Other people have autonomy to feel however they want about being cared for and how you’re delivering that caring. It’s particularly ironic when it comes to caring for parents or other adults in our lives because they’re already struggling with the feelings that come with a loss of autonomy and independence and then we don’t even want them to have the autonomy of thinking and feeling for themselves, right? We want to be in charge of how they think and feel too and we want to control that.
The more you try to take over-responsibility for those things you can’t actually control, the less energy you have for the one thing you can, which is yourself and your thoughts. And that is the paradox of over-responsibility. It feels like you’re doing everything and you kind of are, you’re trying to, but the one thing you’re not doing is actually managing your own mind, how you talk to yourself, managing your life, whether you let yourself rest, whether you ask for help, whether you allow yourself to want something for your own life, whether you try to dissolve into your role or whether you hold on to your own identity and allow yourself to be a complicated human. That’s self-responsibility, right? Making space for your actual experience and taking responsibility for your own thoughts and feelings and not trying to manage everyone else’s, that’s what self-responsibility looks like. And it’s not the opposite of being a good caregiver, it’s actually what makes being a caregiver sustainable.
If this concept of over-responsibility versus self-responsibility is something you want to go deeper into, I did a two-part series on this in episodes 359 and 360. If you just search Kara and responsibility in your podcast app, they will come right up, and I’ll also link them in the show notes for you.
So with that said, I want to leave you with one last reflection. One day, this season of your life will end. And that might sound like a relief or it might sound scary. You might feel guilty for being excited about that day coming or you might be afraid for when it’s going to arrive. But one day it will end. And when you look back at this time, I don’t want you to only see a person who held everything together for everyone else but lost themselves in the process. I want you to see a person who was actually here, who did this beautiful work of caregiving, if that’s what you’ve chosen to do, but who allowed it to be a messy human experience, who did not try to disappear completely inside of someone else’s need and who did not sublimate her real human experience to try to live up to an impossible standard.

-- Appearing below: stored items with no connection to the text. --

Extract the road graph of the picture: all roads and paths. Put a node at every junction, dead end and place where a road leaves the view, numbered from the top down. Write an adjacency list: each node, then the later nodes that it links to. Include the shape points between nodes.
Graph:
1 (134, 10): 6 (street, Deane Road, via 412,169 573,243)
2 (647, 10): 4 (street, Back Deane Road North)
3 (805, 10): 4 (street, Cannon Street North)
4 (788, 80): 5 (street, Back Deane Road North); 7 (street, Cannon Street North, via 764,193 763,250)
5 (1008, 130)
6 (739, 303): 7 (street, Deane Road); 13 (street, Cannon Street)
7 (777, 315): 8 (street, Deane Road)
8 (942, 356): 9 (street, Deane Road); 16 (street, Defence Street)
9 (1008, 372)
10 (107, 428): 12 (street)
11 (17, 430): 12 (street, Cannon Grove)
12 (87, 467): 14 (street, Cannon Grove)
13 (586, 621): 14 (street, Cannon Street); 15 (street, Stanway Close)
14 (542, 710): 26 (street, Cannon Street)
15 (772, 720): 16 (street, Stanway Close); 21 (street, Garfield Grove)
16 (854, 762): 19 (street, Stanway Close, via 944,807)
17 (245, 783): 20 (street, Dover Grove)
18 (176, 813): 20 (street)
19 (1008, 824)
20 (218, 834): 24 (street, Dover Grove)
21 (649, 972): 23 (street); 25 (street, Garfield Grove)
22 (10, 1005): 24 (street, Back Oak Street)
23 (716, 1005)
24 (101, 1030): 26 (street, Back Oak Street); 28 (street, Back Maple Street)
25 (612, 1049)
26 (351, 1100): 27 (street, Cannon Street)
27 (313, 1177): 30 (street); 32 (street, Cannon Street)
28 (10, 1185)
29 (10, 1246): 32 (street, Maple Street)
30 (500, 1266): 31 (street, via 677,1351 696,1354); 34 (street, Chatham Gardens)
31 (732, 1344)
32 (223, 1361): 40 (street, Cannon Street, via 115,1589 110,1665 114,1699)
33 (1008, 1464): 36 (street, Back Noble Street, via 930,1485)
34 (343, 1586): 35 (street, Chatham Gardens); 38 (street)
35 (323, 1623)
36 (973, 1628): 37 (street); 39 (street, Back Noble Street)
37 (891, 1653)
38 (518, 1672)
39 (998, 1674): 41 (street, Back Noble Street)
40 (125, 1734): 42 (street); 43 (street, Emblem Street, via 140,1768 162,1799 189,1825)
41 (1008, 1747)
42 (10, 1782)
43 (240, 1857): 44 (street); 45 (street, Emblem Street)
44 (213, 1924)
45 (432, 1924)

The people you’re caring for don’t need you to be a martyr. They want you to be a real human being. I want you to be a real human being, and I know you want you to be a real human being. Right? The version of you that’s honest about her limits and allows for her emotions and does not burn herself out to conform with social expectations, that’s the version of you that can show up better for yourself and the people you care for. You can give of yourself in a caregiving role and still hold on to yourself. It’s both and at the same time. And that work is really worth doing so that at the end of this process, wherever it takes you, you have not abandoned yourself along the way in the name of saving someone else.